▶ _What you should do_
Copy out each line of the data below in which the string "down" appears.

=== Record extracts ===

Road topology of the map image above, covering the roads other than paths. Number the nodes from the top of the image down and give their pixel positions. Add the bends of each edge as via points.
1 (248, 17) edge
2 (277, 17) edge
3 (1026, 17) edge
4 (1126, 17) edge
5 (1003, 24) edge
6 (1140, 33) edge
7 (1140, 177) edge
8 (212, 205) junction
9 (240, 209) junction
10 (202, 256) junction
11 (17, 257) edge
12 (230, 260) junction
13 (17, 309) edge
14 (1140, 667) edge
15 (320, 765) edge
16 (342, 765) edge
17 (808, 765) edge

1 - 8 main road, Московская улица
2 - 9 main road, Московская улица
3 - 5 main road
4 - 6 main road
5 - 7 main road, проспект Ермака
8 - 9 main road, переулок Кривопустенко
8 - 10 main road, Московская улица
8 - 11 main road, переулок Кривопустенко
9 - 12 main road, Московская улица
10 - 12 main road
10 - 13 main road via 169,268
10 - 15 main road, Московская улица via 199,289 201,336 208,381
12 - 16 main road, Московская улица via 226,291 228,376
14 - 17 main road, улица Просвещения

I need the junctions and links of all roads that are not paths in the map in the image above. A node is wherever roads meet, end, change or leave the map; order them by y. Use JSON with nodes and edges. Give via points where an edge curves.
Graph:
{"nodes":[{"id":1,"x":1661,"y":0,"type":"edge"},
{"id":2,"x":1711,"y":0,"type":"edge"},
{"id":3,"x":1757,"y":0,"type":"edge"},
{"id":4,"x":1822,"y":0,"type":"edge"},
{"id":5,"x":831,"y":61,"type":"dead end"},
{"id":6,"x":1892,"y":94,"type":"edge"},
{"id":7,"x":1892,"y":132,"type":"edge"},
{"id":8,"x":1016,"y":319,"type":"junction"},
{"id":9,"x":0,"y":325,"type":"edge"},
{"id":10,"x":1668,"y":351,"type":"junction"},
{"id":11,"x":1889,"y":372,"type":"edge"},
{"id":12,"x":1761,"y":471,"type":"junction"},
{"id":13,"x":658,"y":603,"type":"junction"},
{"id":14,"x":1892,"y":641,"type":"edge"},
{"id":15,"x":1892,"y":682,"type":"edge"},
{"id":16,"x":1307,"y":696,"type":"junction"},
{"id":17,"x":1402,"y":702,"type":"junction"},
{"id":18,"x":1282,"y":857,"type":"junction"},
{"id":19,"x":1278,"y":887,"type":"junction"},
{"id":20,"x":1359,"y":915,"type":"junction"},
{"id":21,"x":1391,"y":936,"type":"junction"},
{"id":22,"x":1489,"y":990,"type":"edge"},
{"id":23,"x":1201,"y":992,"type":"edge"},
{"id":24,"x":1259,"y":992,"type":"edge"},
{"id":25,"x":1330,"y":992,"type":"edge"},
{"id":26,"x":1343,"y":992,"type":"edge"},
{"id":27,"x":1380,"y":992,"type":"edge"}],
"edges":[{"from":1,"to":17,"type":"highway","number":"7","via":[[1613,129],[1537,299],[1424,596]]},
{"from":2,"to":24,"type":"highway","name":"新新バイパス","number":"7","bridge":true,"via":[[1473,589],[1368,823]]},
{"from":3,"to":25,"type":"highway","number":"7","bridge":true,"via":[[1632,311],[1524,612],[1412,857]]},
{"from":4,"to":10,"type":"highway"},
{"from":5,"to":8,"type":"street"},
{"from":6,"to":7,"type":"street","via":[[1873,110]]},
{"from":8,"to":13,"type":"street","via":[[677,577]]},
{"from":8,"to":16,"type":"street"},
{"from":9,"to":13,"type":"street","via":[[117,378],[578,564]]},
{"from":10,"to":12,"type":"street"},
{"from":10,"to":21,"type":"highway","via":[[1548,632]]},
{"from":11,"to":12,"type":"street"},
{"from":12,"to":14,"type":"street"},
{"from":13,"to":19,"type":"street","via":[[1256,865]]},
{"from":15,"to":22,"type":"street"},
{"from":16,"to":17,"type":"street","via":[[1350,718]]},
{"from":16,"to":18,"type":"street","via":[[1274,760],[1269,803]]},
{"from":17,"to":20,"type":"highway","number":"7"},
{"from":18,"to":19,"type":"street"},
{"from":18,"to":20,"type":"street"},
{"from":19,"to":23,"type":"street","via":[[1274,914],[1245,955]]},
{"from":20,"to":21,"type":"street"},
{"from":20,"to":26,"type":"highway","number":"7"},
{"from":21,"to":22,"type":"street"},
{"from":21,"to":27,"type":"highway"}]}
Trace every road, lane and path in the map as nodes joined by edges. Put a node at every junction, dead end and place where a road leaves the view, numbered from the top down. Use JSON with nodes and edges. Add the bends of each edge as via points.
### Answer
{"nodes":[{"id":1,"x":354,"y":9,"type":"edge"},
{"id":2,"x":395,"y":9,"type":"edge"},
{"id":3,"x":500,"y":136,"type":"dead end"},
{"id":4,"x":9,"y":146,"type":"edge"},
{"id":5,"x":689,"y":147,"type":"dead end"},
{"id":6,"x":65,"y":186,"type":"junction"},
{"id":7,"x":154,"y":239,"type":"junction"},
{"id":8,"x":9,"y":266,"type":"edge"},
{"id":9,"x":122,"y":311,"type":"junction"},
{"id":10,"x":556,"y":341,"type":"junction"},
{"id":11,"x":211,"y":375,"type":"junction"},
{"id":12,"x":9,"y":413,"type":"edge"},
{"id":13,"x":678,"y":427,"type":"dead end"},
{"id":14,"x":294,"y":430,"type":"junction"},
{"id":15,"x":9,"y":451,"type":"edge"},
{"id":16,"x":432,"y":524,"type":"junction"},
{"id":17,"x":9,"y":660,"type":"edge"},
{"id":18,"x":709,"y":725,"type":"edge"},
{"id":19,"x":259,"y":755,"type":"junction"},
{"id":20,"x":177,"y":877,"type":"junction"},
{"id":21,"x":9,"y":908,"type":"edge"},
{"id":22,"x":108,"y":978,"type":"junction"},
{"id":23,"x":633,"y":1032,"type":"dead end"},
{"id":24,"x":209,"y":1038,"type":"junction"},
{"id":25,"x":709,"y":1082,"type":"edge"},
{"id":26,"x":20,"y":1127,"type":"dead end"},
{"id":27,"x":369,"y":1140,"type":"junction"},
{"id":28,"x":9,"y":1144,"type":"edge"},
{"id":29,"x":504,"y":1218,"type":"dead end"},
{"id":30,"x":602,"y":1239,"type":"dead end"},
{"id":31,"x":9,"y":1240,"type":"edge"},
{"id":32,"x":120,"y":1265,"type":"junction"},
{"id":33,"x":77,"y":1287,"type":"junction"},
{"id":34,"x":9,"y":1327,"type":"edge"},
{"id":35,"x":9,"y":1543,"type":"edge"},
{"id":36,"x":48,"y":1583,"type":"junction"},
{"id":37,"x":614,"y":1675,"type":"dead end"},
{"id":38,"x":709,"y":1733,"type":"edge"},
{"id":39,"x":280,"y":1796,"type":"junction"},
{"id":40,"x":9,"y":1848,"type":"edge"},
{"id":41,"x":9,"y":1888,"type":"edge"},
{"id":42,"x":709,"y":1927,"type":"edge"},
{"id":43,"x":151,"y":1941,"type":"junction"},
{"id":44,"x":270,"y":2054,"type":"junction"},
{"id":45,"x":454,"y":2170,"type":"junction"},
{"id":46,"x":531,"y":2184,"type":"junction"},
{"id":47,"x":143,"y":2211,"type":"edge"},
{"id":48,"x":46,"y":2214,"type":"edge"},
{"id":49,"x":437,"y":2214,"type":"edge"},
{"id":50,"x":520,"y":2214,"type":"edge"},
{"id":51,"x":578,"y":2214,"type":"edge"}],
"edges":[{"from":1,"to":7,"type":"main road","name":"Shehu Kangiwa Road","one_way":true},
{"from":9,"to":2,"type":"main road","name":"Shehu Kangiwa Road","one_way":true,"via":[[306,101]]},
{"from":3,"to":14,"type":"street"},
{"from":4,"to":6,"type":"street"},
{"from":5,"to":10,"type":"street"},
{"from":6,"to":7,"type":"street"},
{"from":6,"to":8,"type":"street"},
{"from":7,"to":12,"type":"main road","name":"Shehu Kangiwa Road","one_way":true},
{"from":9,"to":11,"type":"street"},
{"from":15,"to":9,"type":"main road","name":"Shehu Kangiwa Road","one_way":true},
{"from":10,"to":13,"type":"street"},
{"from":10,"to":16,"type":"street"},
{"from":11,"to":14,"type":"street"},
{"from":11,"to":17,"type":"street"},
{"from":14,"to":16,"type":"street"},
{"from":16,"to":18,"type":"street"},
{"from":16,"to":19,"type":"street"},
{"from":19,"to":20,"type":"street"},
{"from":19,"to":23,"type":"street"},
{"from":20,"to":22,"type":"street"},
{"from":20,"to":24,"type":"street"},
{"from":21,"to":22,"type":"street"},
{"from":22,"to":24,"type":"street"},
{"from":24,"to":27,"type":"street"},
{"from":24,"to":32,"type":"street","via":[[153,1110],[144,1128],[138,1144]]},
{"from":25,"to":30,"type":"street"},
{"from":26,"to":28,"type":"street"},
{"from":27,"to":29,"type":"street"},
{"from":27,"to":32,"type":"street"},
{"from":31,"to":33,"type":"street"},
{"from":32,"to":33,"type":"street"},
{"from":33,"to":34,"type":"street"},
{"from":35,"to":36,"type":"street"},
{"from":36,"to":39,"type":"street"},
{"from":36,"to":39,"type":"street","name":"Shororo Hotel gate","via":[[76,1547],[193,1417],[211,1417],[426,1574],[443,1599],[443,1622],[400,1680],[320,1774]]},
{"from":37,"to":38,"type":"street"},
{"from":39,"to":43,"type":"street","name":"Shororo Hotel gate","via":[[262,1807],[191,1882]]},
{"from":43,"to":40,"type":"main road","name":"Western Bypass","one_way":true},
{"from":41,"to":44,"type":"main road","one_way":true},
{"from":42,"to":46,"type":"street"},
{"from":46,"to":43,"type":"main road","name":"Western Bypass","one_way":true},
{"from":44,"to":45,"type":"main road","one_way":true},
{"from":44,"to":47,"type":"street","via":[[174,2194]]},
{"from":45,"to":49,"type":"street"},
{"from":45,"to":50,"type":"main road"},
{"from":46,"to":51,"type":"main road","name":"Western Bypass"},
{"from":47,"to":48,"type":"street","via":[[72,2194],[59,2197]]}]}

===

▶ _Task result_
Road topology of the map image above, covering the roads other than paths. Number the nodes from the top of the image down and give their pixel positions. Add the bends of each edge as via points.
Trace every road, lane and path in the map as nodes joined by edges. Put a node at every junction, dead end and place where a road leaves the view, numbered from the top down. Use JSON with nodes and edges. Add the bends of each edge as via points.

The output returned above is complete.